> **Exercise goal**:
Everything in the records below should be printed exactly, except the pictures.

○ ○ ○ ○

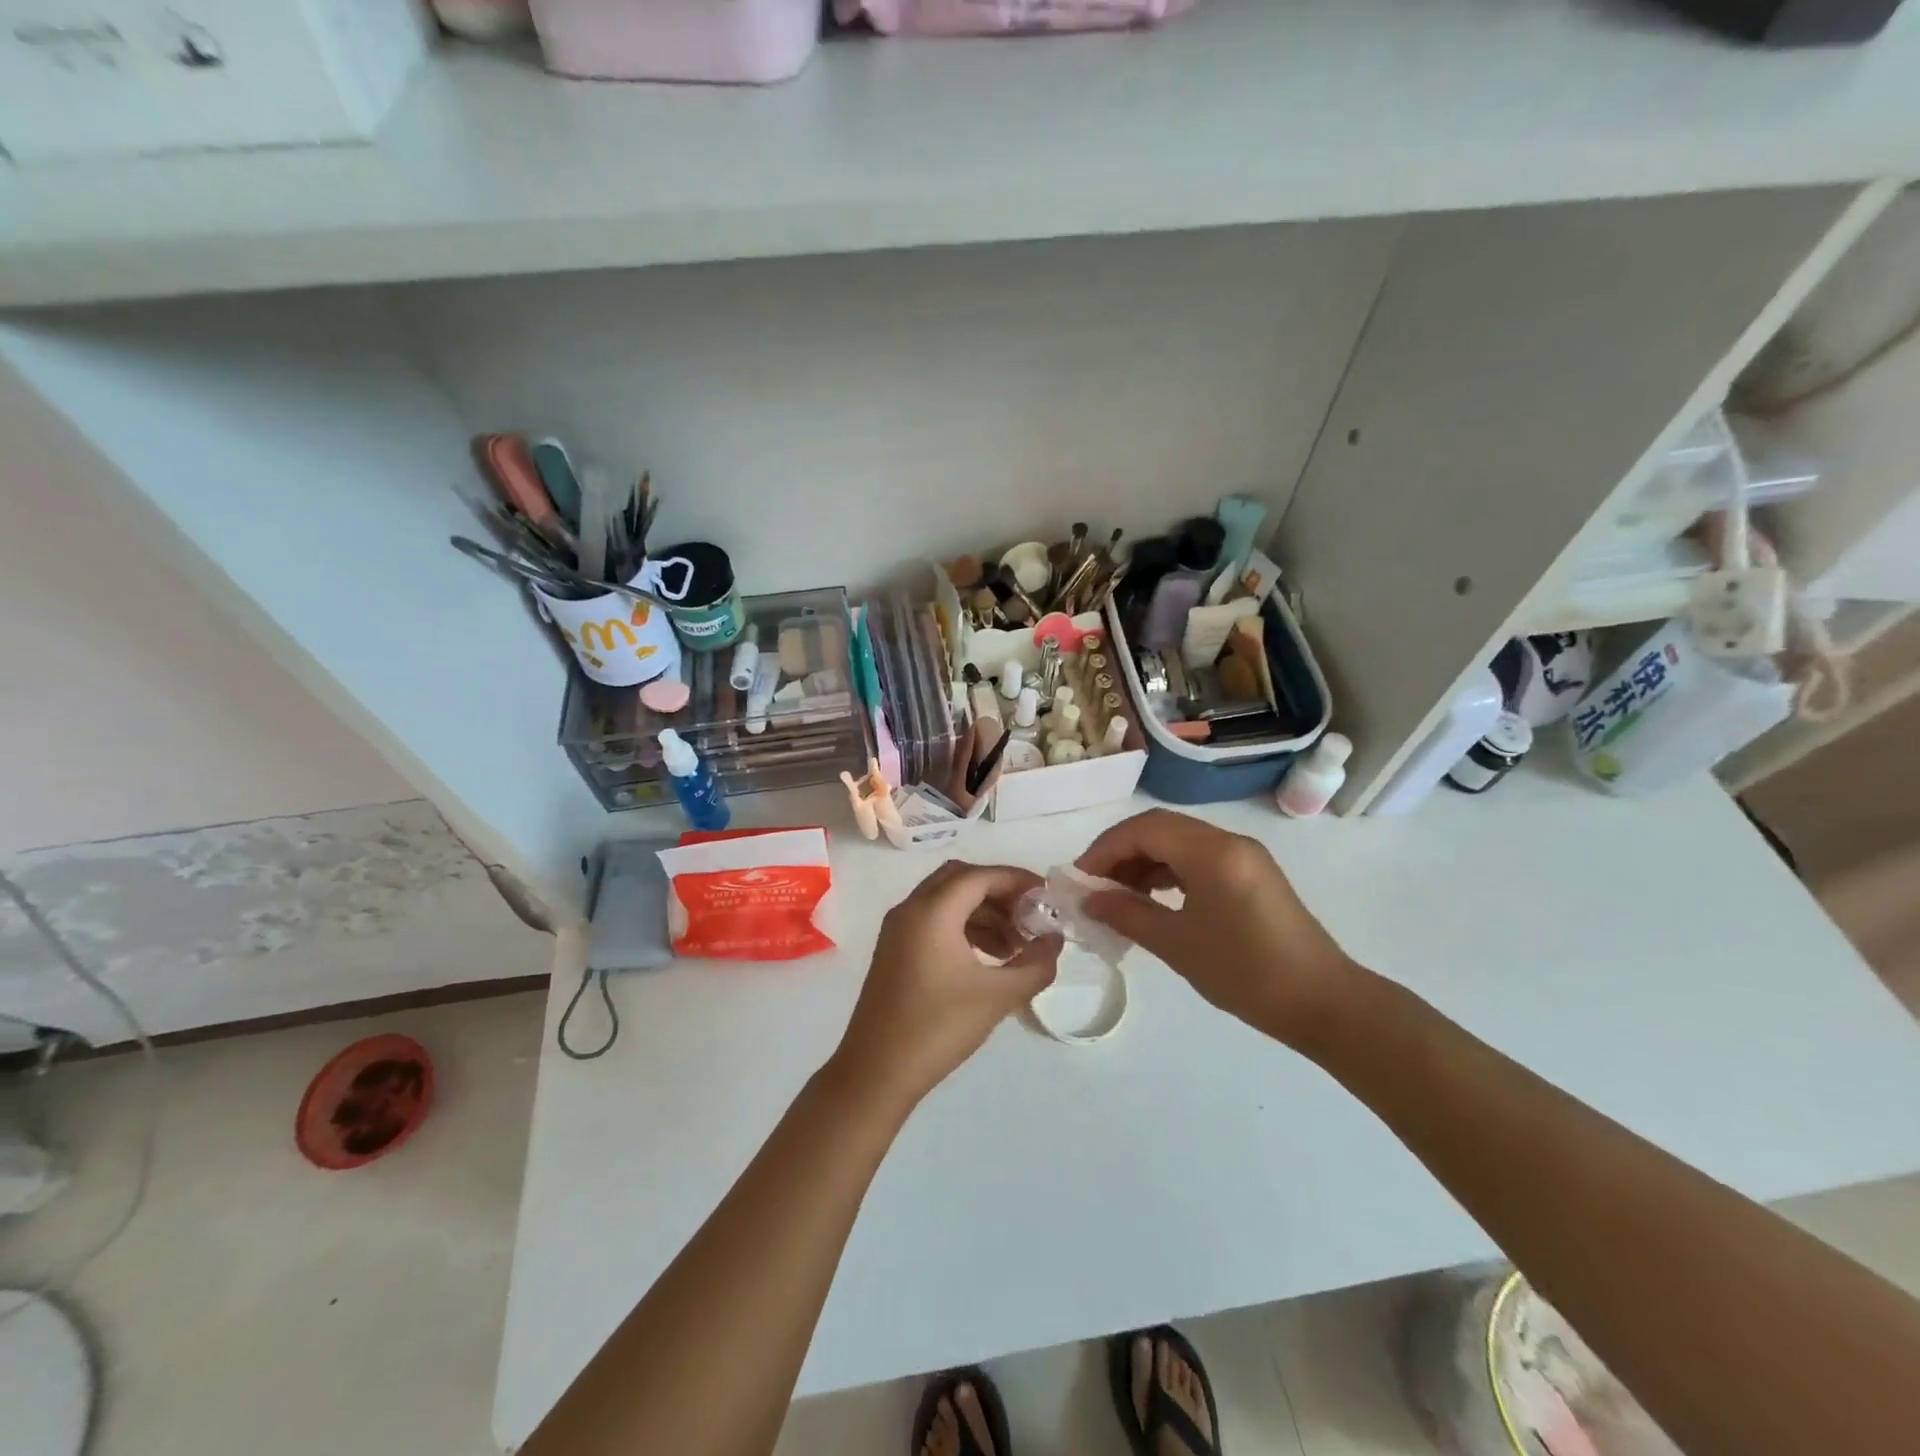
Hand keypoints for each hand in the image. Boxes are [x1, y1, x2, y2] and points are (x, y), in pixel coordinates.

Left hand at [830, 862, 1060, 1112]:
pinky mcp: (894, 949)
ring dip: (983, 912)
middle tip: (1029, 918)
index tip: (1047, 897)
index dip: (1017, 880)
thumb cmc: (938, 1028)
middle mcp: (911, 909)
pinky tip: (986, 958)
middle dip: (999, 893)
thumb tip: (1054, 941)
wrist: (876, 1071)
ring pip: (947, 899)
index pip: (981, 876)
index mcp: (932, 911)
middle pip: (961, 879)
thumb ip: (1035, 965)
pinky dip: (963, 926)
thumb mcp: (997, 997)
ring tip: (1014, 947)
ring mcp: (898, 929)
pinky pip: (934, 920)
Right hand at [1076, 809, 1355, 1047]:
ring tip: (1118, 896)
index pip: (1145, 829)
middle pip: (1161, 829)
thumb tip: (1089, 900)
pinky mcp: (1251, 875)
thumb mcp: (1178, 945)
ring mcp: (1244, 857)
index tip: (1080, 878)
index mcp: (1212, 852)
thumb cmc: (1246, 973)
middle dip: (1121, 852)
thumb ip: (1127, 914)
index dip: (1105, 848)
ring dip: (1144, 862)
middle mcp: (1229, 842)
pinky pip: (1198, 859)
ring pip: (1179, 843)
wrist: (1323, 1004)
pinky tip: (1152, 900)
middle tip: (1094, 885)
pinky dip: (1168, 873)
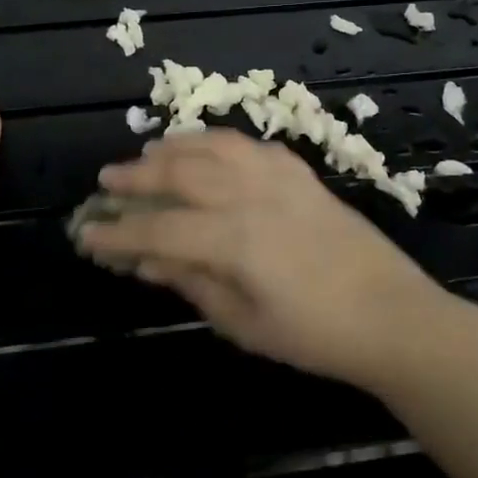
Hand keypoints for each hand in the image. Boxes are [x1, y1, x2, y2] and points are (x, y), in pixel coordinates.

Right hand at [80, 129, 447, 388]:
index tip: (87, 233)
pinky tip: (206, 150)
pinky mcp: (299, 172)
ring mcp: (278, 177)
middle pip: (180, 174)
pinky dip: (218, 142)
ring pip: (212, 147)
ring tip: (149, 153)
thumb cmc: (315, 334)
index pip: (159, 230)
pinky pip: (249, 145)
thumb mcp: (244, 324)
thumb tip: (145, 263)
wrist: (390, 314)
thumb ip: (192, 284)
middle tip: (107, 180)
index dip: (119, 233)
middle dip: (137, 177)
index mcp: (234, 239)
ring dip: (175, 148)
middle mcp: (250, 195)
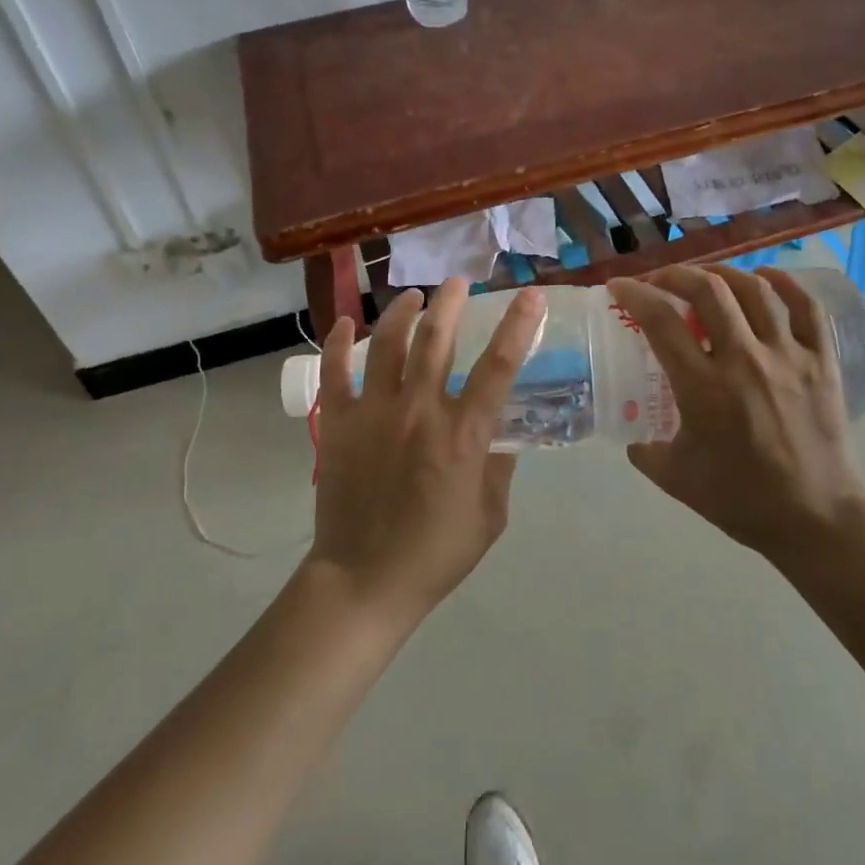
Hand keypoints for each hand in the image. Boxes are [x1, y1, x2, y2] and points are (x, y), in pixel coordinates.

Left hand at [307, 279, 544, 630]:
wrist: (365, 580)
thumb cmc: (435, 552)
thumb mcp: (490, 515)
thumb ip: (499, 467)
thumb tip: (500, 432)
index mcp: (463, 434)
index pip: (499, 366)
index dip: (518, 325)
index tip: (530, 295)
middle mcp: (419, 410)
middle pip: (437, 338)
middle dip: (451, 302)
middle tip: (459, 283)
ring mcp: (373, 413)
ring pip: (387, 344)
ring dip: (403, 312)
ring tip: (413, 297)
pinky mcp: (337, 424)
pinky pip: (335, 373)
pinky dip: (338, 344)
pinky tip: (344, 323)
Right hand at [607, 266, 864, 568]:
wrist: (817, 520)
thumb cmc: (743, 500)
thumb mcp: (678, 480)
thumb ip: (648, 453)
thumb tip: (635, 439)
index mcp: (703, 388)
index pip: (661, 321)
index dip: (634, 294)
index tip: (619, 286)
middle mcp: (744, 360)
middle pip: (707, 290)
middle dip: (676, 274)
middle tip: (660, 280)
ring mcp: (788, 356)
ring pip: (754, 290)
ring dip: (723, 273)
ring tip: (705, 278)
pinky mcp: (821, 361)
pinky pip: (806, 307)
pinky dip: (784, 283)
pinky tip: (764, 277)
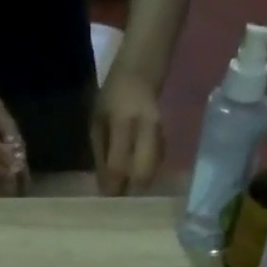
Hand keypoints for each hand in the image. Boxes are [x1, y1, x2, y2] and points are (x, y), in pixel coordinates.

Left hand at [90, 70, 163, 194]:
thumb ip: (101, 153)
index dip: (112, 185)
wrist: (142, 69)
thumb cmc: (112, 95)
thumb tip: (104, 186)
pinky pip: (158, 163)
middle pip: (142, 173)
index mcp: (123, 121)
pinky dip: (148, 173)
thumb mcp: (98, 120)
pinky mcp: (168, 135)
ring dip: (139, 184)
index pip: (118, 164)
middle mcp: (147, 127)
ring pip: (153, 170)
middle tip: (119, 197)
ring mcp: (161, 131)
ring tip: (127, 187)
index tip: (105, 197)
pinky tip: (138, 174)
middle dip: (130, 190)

○ ○ ○ ○

> **Solution to the problem**:
Hand keypoints for each hand in the image. Boxes are [x1, y1, x2, y2] and points are (x, y), in pixel coordinates.

Left hand at [830, 862, 1060, 1112]:
pinky mcp: (894, 949)
ring dip: (983, 912)
middle tip: (1029, 918)
index tip: (1047, 897)
index dip: (1017, 880)
thumb cmc: (938, 1028)
middle mcp: (911, 909)
pinky tip: (986, 958)
middle dip: (999, 893)
thumb tip: (1054, 941)
wrist: (876, 1071)
ring pip: (947, 899)
index pip: (981, 876)
index mcp: (932, 911)
middle pip: (961, 879)
thumb ip: (1035, 965)
pinky dip: (963, 926)
thumb mcp: (997, 997)
ring tip: (1014, 947)
ring mcp: (898, 929)
pinky pip: (934, 920)
Right hand at [1076, 809, 1355, 1047]:
ring tip: (1118, 896)
index pip: (1145, 829)
middle pip: (1161, 829)
thumb tip: (1089, 900)
pinky mcp: (1251, 875)
thumb mcp: (1178, 945)
ring mcp: (1244, 857)
index tip: (1080, 878)
index mcp: (1212, 852)
thumb cmc: (1246, 973)
middle dip: (1121, 852)
thumb ip: (1127, 914)
index dip: (1105, 848)
ring dip: (1144, 862)
middle mcp: (1229, 842)
pinky pip: (1198, 859)
ring pip: (1179, 843)
wrist: (1323, 1004)
pinky tip: (1152, 900)
middle tip: (1094, 885)
pinky dip: (1168, 873)
Hand keypoints for each hand in the image. Boxes are [x1, y1, x2, y2] and points are (x, y), in pixel coordinates.

Right hand at [80, 129, 447, 388]:
index tip: (87, 233)
pinky tip: (206, 150)
pinky mcp: (299, 172)
ring mcp: (278, 177)
middle pip: (180, 174)
pinky dip: (218, 142)
ring pip: (212, 147)
ring tip: (149, 153)
thumb cmc: (315, 334)
index pip: (159, 230)
pinky pip: (249, 145)
thumb mcp: (244, 324)
thumb tip: (145, 263)
wrist: (390, 314)
thumb ip: (192, 284)
middle tip: (107, 180)
index dip: (119, 233)
middle dip: (137, 177)
index mcp: (234, 239)
ring dip: (175, 148)
middle mcp: (250, 195)
Hand keypoints for each hand in the image. Boxes are [x1, y1, x2, y2] and points are (x, y), in pixel coordinates.

Left hand at [307, 279, 544, 630]:
wrist: (365, 580)
thumb cmc: (435, 552)
thumb mcp: (490, 515)
thumb ip: (499, 467)
thumb tip: (500, 432)
index mcp: (463, 434)
index pip: (499, 366)
index dip: (518, 325)
index tip: (530, 295)
middle mcp: (419, 410)
middle pip: (437, 338)
middle dip: (451, 302)
middle tip: (459, 283)
ring mcp: (373, 413)
ring pip: (387, 344)
ring dip: (403, 312)
ring tip: (413, 297)
pinky mcp: (337, 424)
pinky pip: (335, 373)
pinky dip: (338, 344)
pinky tip: (344, 323)
Right hand at [607, 266, 864, 568]:
wrist: (817, 520)
thumb cmc: (743, 500)
thumb mcp: (678, 480)
thumb ip: (648, 453)
thumb tip: (635, 439)
index mcp: (703, 388)
index pip: (661, 321)
index dip: (634, 294)
index tip: (619, 286)
middle mcp: (744, 360)
middle pip: (707, 290)
middle dip: (676, 274)
middle tip: (660, 280)
ring mcp: (788, 356)
ring pip: (754, 290)
ring dip: (723, 273)
ring tip: (705, 278)
pinky mcp: (821, 361)
pinky pip: (806, 307)
pinky dip: (784, 283)
pinky tip: (764, 277)
Hand keypoints for each hand in the image. Boxes are [x1, y1, x2, y2] and points are (x, y), in pixel coordinates.

Left hand at [90, 70, 163, 194]:
thumb ip: (101, 153)
index dip: (112, 185)
wrist: (142, 69)
thumb cmc: (112, 95)
thumb tip: (104, 186)
pinky pip: (158, 163)
middle pip: (142, 173)
index mcp: (123, 121)
pinky dip: (148, 173)
thumb mcp: (98, 120)
pinky mcp: (168, 135)
ring dip: (139, 184)
index pip: (118, 164)
middle mcp: (147, 127)
ring pip: (153, 170)
middle tip: (119, 197)
ring mcp: (161, 131)
ring tip: (127, 187)
index tip: (105, 197)
pinky tip: (138, 174)
middle dip: (130, 190)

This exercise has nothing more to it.